▶ _Task directions_:
In the data that follows, determine how many lines contain the word "place", and give only that number.

(Saved data entries)
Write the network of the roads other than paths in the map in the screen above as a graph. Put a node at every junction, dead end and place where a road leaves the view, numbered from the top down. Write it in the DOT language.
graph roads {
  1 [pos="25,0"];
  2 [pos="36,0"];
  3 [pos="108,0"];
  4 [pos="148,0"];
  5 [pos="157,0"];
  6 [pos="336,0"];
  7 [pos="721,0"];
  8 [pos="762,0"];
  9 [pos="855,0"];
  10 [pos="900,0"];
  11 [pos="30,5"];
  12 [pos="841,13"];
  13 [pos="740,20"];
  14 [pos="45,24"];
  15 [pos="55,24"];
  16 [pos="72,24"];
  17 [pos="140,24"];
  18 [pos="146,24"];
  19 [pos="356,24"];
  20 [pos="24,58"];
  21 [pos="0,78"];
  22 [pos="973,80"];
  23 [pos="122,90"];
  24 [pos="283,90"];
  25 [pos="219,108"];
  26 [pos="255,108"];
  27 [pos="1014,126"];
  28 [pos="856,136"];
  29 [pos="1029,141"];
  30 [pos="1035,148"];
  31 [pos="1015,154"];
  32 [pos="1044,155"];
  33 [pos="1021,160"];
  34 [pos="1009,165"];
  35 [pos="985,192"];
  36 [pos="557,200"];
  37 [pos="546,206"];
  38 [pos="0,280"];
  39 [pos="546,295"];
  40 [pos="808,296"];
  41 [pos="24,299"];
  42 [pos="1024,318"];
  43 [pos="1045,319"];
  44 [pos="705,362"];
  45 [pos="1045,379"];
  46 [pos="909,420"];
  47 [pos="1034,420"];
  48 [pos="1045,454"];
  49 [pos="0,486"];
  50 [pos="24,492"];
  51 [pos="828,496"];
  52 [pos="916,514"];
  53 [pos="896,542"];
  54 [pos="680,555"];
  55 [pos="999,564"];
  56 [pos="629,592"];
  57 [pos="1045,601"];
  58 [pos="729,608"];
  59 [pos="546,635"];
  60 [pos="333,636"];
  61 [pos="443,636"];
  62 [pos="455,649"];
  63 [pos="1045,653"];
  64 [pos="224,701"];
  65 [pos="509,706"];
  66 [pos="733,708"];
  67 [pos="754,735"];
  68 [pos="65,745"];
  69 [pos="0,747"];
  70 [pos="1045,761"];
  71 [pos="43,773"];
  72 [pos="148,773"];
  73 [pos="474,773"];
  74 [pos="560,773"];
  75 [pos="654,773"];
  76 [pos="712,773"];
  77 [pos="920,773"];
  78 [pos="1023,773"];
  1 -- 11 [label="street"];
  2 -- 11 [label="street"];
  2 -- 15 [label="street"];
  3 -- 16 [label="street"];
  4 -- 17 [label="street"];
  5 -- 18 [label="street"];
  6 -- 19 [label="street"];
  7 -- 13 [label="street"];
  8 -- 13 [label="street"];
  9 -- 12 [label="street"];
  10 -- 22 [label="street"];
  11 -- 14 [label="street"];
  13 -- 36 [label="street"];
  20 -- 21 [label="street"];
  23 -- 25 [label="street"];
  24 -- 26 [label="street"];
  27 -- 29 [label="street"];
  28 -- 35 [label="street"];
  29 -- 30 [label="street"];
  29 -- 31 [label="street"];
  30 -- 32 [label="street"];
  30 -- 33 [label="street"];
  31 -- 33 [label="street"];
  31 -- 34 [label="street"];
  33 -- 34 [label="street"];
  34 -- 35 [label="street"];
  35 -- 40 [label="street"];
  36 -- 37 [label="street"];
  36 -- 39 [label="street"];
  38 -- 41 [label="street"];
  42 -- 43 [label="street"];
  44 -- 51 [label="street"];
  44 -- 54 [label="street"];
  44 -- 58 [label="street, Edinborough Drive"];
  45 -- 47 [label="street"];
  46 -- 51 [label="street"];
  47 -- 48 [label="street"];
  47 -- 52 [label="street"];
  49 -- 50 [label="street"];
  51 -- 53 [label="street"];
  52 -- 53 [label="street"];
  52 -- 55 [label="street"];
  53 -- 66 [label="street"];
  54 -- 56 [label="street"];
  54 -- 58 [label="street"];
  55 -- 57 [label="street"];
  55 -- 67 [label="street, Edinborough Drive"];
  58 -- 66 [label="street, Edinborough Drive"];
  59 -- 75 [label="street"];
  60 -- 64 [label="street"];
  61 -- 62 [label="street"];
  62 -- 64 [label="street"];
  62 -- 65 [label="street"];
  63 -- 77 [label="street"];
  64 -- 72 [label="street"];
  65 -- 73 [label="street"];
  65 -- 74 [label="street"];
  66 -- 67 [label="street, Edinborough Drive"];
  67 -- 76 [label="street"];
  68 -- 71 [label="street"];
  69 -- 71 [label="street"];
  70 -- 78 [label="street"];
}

--

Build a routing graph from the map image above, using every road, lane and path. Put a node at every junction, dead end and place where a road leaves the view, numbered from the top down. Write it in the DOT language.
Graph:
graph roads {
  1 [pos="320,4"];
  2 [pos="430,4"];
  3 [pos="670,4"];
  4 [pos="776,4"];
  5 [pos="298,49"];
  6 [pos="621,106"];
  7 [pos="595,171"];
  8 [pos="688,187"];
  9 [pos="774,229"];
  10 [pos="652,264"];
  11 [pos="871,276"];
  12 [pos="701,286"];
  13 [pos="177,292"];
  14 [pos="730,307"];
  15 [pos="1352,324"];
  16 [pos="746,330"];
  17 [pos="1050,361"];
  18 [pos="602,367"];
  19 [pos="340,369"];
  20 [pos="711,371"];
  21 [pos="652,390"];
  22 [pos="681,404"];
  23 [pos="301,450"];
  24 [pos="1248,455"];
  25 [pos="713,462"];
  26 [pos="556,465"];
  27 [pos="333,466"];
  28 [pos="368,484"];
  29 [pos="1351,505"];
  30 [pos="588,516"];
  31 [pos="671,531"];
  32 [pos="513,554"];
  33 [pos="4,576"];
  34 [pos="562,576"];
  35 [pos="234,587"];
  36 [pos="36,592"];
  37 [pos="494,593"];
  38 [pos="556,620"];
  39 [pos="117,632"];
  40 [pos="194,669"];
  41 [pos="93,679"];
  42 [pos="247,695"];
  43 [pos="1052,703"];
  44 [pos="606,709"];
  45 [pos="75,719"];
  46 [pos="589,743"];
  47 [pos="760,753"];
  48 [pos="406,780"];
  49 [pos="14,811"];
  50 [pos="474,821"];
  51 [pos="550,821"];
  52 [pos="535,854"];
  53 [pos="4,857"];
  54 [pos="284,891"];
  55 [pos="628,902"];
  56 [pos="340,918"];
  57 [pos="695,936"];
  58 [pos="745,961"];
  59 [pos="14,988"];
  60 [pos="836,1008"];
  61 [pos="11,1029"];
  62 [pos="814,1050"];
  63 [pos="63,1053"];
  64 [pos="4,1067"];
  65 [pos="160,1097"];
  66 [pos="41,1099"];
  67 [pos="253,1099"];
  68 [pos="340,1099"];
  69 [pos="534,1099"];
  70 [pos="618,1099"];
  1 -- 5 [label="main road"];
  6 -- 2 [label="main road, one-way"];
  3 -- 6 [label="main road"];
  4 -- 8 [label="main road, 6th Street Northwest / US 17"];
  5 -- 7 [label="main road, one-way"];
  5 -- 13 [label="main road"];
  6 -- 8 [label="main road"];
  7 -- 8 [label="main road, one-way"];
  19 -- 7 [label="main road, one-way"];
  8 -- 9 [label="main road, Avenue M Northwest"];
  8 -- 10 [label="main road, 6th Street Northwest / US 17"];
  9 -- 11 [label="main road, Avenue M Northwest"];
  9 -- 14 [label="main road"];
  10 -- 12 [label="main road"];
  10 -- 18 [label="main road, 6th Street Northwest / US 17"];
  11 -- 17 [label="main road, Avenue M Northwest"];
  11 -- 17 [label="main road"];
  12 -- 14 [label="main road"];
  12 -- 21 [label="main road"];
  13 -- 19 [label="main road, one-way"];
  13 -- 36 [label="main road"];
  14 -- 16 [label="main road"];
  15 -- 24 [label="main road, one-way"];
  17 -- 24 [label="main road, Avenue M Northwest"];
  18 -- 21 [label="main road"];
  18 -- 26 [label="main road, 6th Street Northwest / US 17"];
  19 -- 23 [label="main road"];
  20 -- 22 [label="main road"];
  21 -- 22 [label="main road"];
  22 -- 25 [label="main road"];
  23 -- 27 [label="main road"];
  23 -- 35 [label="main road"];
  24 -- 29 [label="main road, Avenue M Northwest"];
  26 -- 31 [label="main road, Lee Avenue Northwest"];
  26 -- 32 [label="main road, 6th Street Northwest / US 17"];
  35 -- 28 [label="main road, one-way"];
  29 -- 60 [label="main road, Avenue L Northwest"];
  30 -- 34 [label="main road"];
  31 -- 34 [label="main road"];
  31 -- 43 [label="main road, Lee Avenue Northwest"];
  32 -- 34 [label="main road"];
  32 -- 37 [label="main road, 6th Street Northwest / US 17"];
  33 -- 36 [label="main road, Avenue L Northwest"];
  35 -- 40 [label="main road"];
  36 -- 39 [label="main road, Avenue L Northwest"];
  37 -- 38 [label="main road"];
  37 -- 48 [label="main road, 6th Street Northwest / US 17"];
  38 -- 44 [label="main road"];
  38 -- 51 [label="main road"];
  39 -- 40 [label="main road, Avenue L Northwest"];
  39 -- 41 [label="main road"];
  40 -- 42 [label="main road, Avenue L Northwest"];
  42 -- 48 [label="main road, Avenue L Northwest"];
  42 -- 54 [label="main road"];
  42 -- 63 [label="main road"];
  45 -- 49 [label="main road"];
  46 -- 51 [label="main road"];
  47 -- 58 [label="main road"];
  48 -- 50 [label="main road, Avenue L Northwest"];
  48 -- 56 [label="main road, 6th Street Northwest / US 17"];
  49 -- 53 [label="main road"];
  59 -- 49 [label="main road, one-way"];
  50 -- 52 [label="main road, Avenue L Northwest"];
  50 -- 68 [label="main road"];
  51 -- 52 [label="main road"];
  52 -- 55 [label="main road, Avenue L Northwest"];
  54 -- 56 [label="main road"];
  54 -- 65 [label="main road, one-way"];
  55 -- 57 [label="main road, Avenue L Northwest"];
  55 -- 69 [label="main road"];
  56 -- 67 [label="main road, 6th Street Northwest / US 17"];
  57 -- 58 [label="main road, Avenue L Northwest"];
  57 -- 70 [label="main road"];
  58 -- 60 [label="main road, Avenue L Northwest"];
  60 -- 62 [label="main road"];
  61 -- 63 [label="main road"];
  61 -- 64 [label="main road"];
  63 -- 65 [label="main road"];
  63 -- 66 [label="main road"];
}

▶ _Task result_:
2